As said, the actors are a huge factor to Death and the Maiden working as well as it does with characters that teeter on madness, truth, and the power of revenge. All actors are in top form, really, as Weaver has that ultra very tough self that one's seen in many action/science fiction movies, and at the same time taps into sadness, irony, and cold moments of anger that goes past the usual model in a contemporary play. She's out for vengeance against a man she finds is somehow connected to her lawyer husband, that she was raped by this man while trapped and tortured for days randomly.
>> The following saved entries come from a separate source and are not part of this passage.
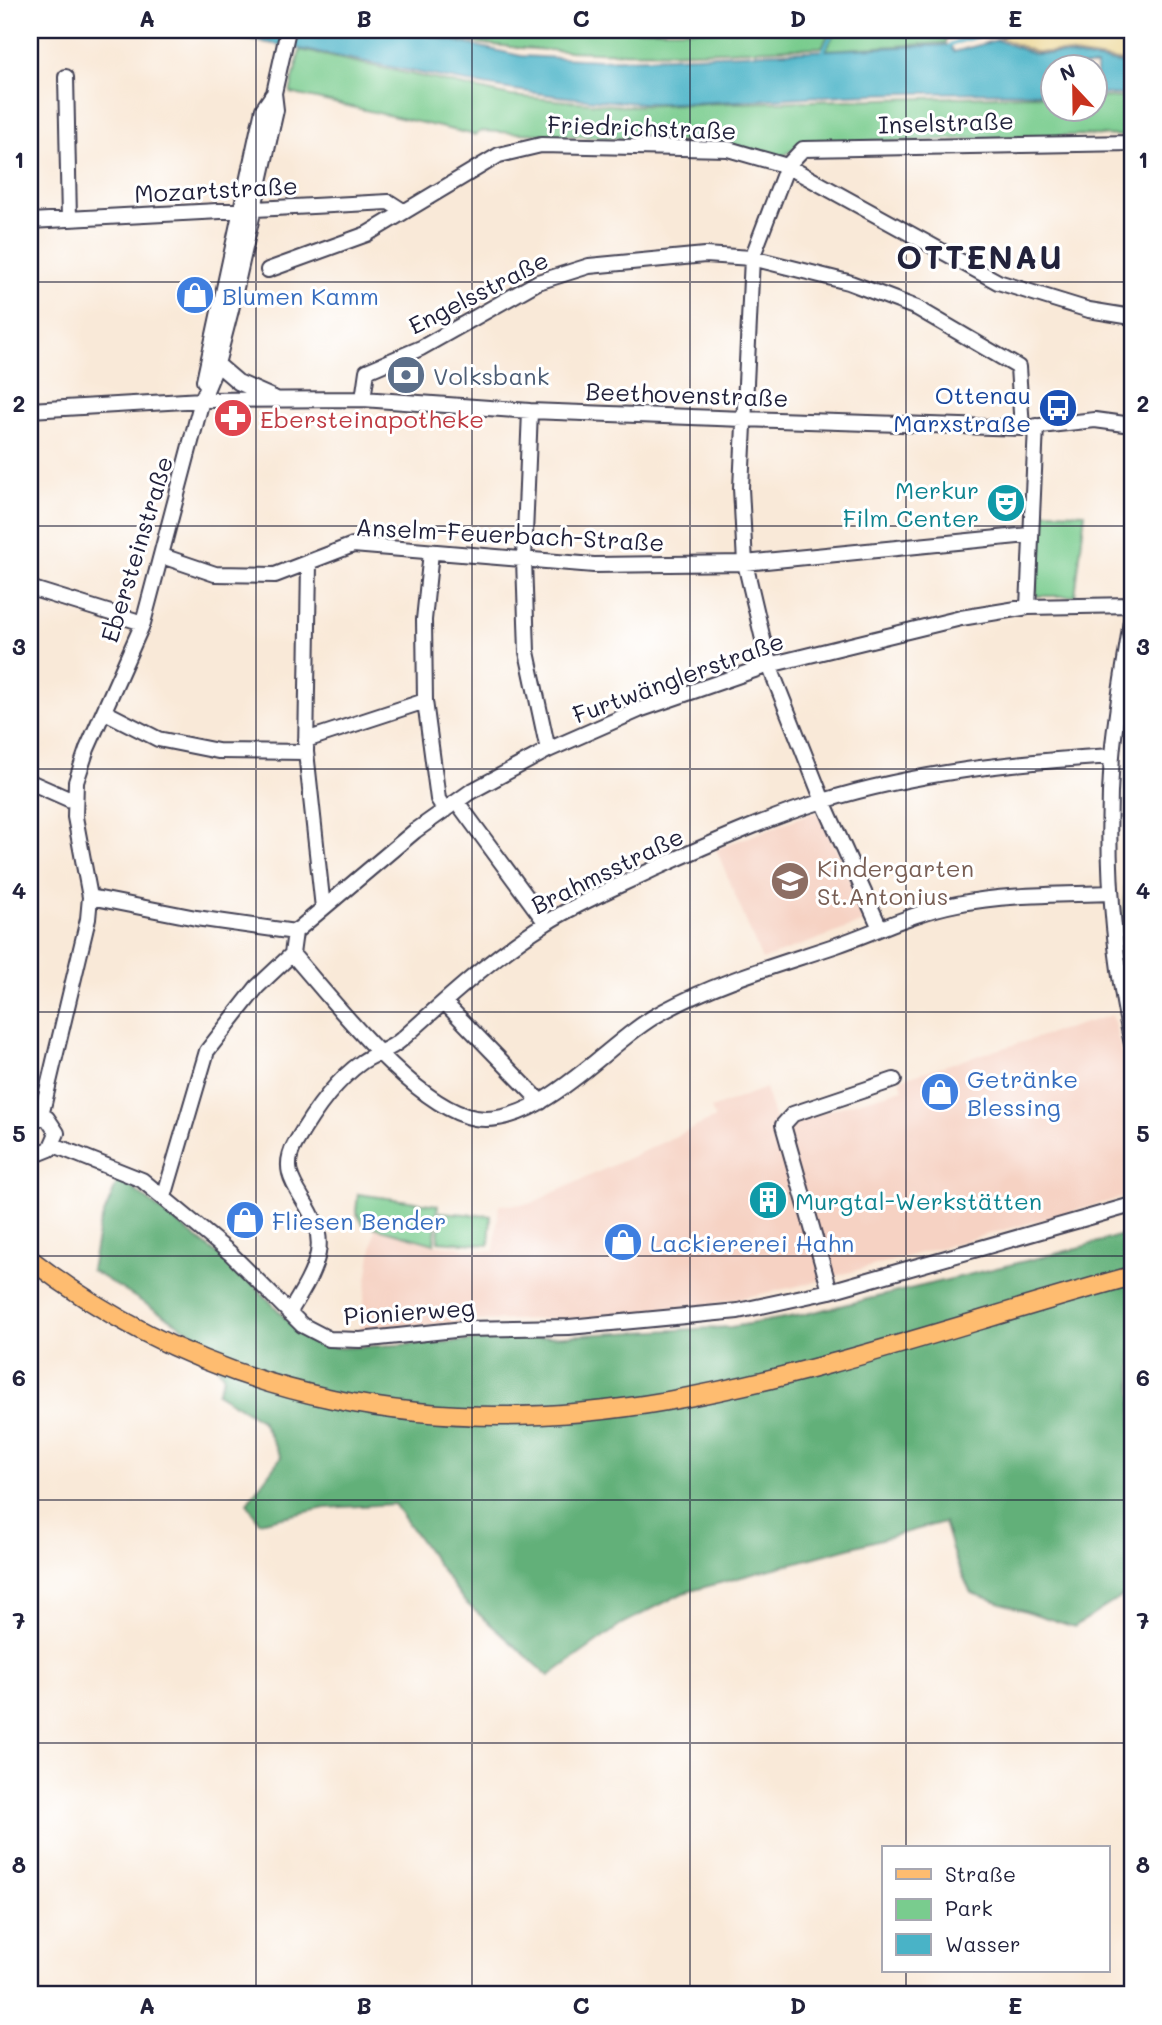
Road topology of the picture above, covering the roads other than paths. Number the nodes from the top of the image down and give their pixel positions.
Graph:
1 (288, 30) edge
2 (66, 77) dead end
3 (1132, 143) edge
4 (787, 166) junction
5 (246, 211) junction
6 (403, 211) junction
7 (69, 219) junction
8 (30, 221) edge
9 (752, 258) junction
10 (268, 270) dead end
11 (1132, 317) edge
12 (217, 363) junction
13 (362, 399) junction
14 (202, 400) junction
15 (278, 400) junction
16 (30, 410) edge
17 (530, 411) junction
18 (744, 419) junction
19 (1132, 425) edge
20 (1029, 427) junction
21 (1029, 535) junction
22 (431, 552) junction
23 (162, 556) junction
24 (524, 559) junction
25 (309, 563) junction
26 (746, 563) junction
27 (30, 588) edge
28 (1132, 605) edge
29 (1028, 607) junction
30 (1132, 613) edge
31 (143, 623) junction
32 (769, 665) junction
33 (425, 701) junction
34 (105, 712) junction
35 (306, 746) junction
36 (548, 750) junction
37 (1112, 756) junction
38 (30, 782) edge
39 (73, 801) junction
40 (823, 801) junction
41 (451, 806) junction
42 (1110, 893) junction
43 (90, 897) junction
44 (323, 908) junction
45 (546, 923) junction
46 (880, 928) junction
47 (295, 932) junction
48 (292, 954) junction
49 (445, 1003) junction
50 (1132, 1044) edge
51 (380, 1053) junction
52 (894, 1080) dead end
53 (541, 1102) junction
54 (36, 1117) edge
55 (54, 1145) junction
56 (32, 1152) edge
57 (30, 1174) edge
58 (164, 1197) junction
59 (1132, 1205) edge
60 (32, 1261) edge
61 (1132, 1276) edge
62 (831, 1290) junction
63 (289, 1313) junction

1 - 5 street, Ebersteinstraße
2 - 7 street
3 - 4 street, Inselstraße
4 - 6 street, Friedrichstraße
4 - 9 street
4 - 11 street, Friedrichstraße
5 - 6 street, Mozartstraße
5 - 7 street, Mozartstraße
5 - 12 street, Ebersteinstraße
5 - 14 street, Ebersteinstraße
6 - 10 street, Friedrichstraße
7 - 8 street, Mozartstraße
9 - 13 street, Engelsstraße
9 - 18 street
9 - 20 street, Engelsstraße
12 - 14 street, Ebersteinstraße
12 - 15 street
13 - 15 street, Beethovenstraße
13 - 17 street, Beethovenstraße
14 - 15 street, Beethovenstraße
14 - 16 street, Beethovenstraße
14 - 23 street, Ebersteinstraße
17 - 18 street, Beethovenstraße
17 - 24 street
18 - 20 street, Beethovenstraße
18 - 26 street
19 - 20 street, Beethovenstraße
20 - 21 street
21 - 26 street, Anselm-Feuerbach-Straße
21 - 29 street
22 - 24 street, Anselm-Feuerbach-Straße
22 - 25 street, Anselm-Feuerbach-Straße
22 - 33 street
23 - 25 street, Anselm-Feuerbach-Straße
23 - 31 street, Ebersteinstraße
24 - 26 street, Anselm-Feuerbach-Straße
24 - 36 street
25 - 35 street
26 - 32 street
27 - 31 street
28 - 29 street, Furtwänglerstraße
29 - 32 street, Furtwänglerstraße
30 - 37 street
31 - 34 street, Ebersteinstraße
32 - 36 street, Furtwänglerstraße
32 - 40 street
33 - 35 street
33 - 41 street
34 - 35 street
34 - 39 street, Ebersteinstraße
35 - 44 street
36 - 41 street, Furtwänglerstraße
37 - 40 street, Brahmsstraße
37 - 42 street
38 - 39 street
39 - 43 street, Ebersteinstraße
40 - 45 street, Brahmsstraße
40 - 46 street
41 - 44 street, Furtwänglerstraße
41 - 45 street
42 - 46 street
42 - 50 street
43 - 47 street
43 - 54 street, Ebersteinstraße
44 - 47 street, Furtwänglerstraße
45 - 49 street, Brahmsstraße
46 - 53 street
47 - 48 street
48 - 51 street
48 - 58 street
49 - 51 street, Brahmsstraße
49 - 53 street
51 - 53 street
51 - 63 street, Brahmsstraße
52 - 62 street
54 - 55 street, Ebersteinstraße
55 - 56 street
55 - 58 street, Pionierweg
56 - 57 street
58 - 63 street, Pionierweg
59 - 62 street, Pionierweg
60 - 61 main road
62 - 63 street, Pionierweg

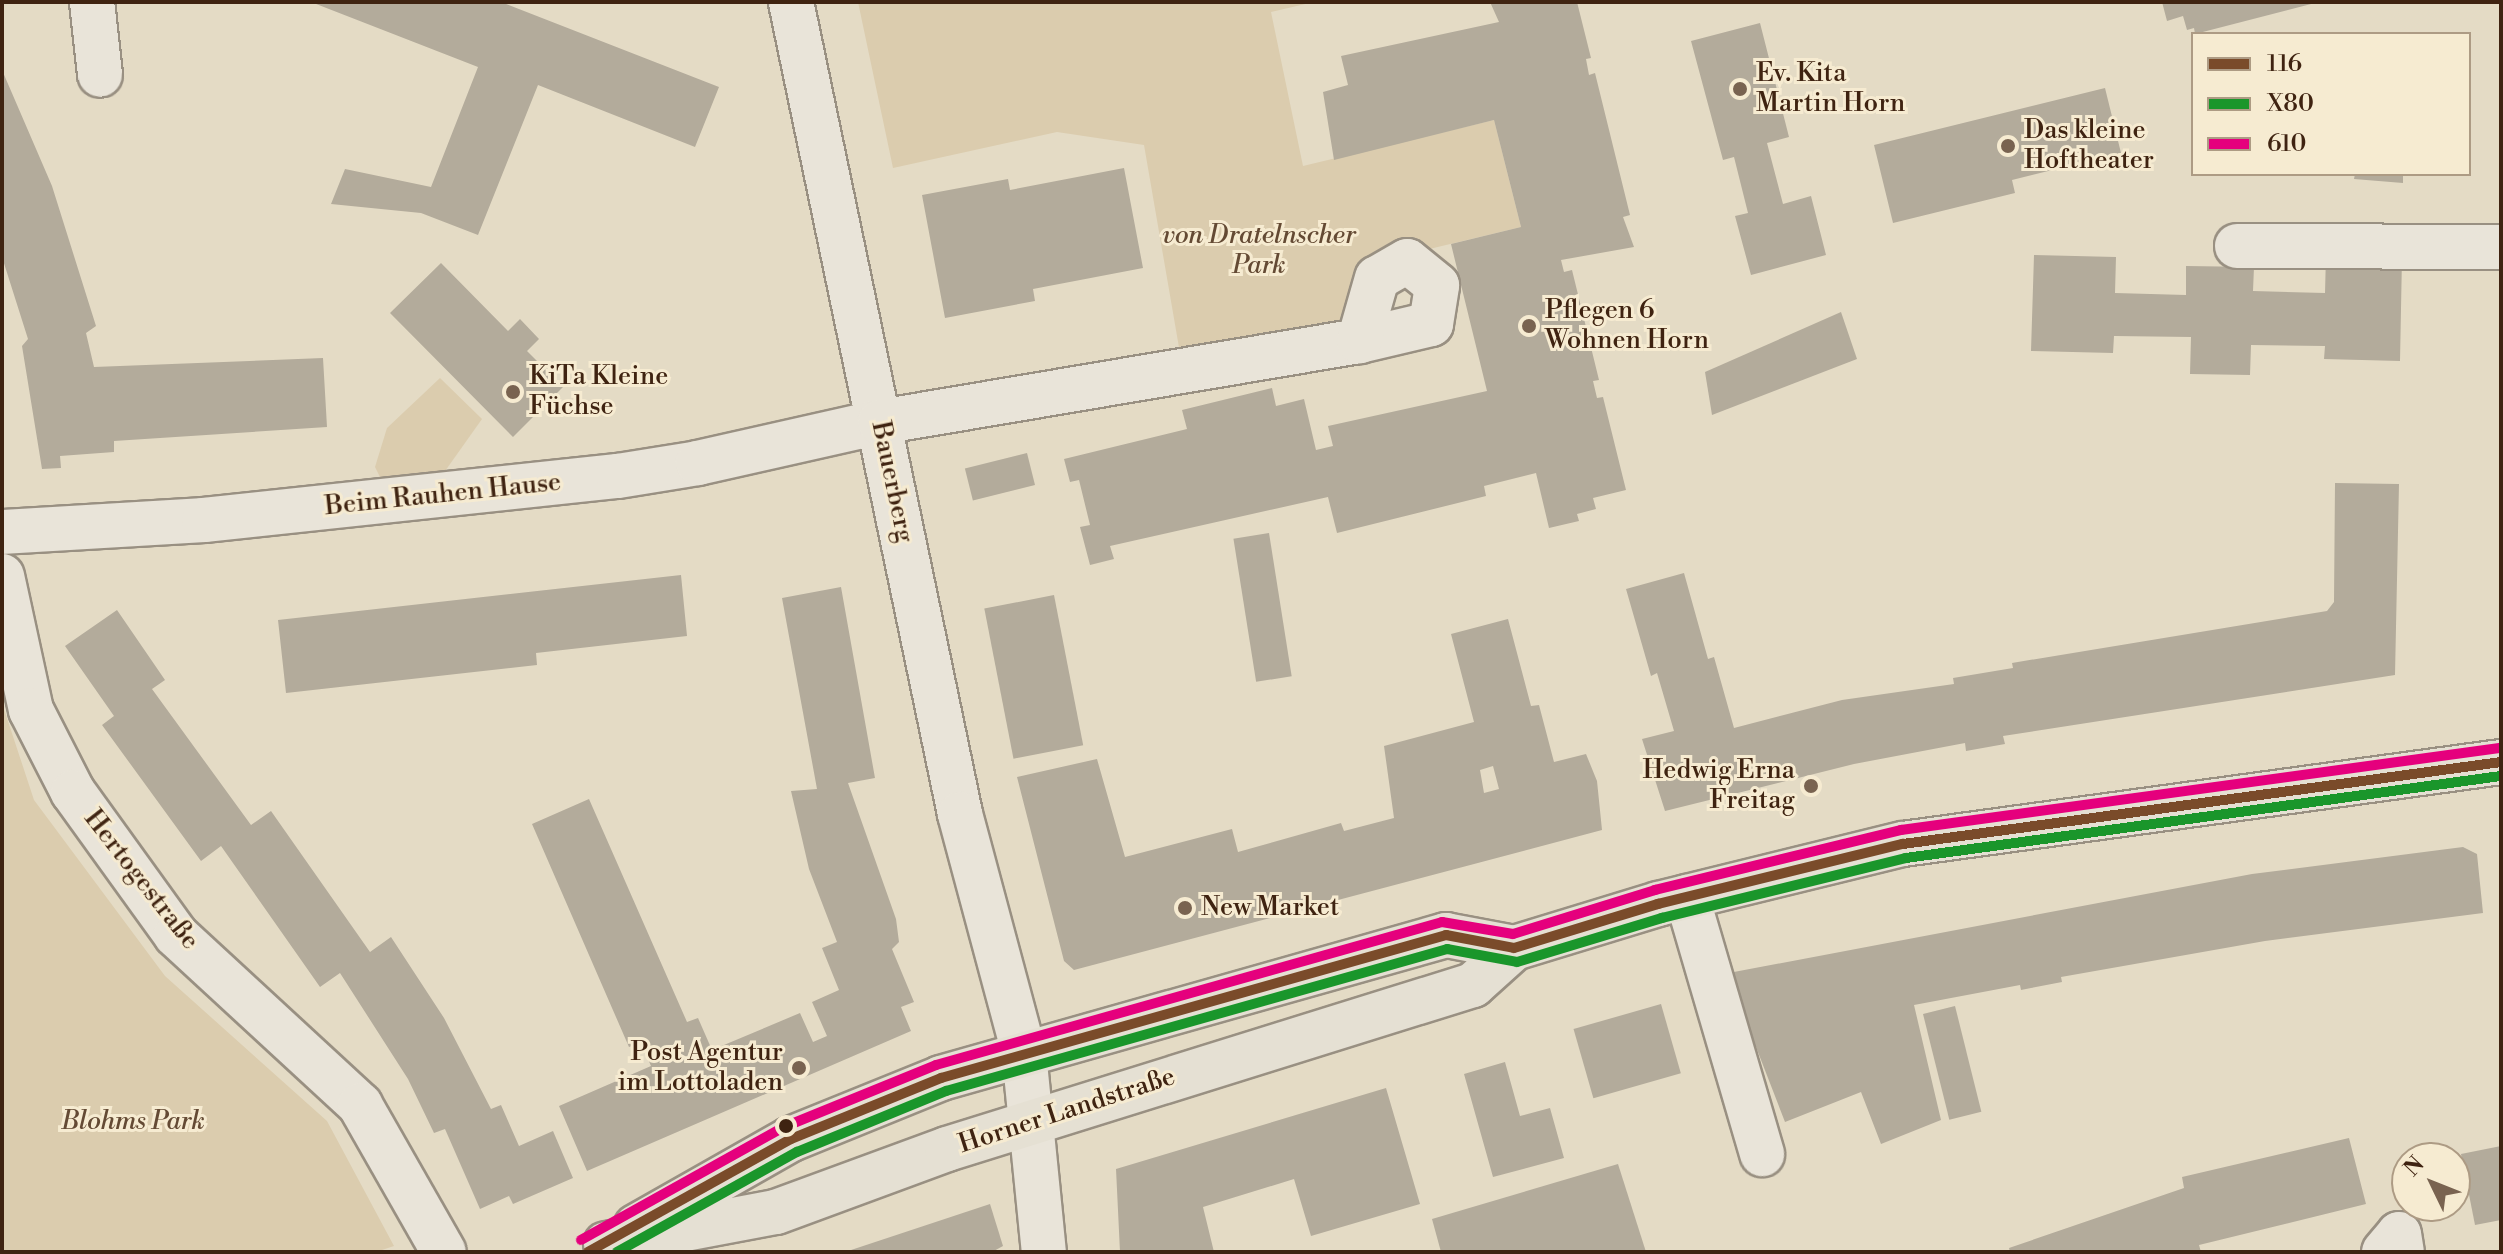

Kingsley plays the accused, who spends a lot of the movie tied to a chair pleading with innocence in an everyman quality that is ultimately a deception unto itself; he's so proficient at playing good people that it's usually hard to see him as more crooked underneath than he is, and the little moments, however slight, that give him away. Stuart Wilson also has his sparks of interest as the doubting and most reason-minded of the three, and keeps it bound to being so logical that he keeps balance but is also a possible tipping scale, a feat that Wilson rises up to as also a sympathetic actor.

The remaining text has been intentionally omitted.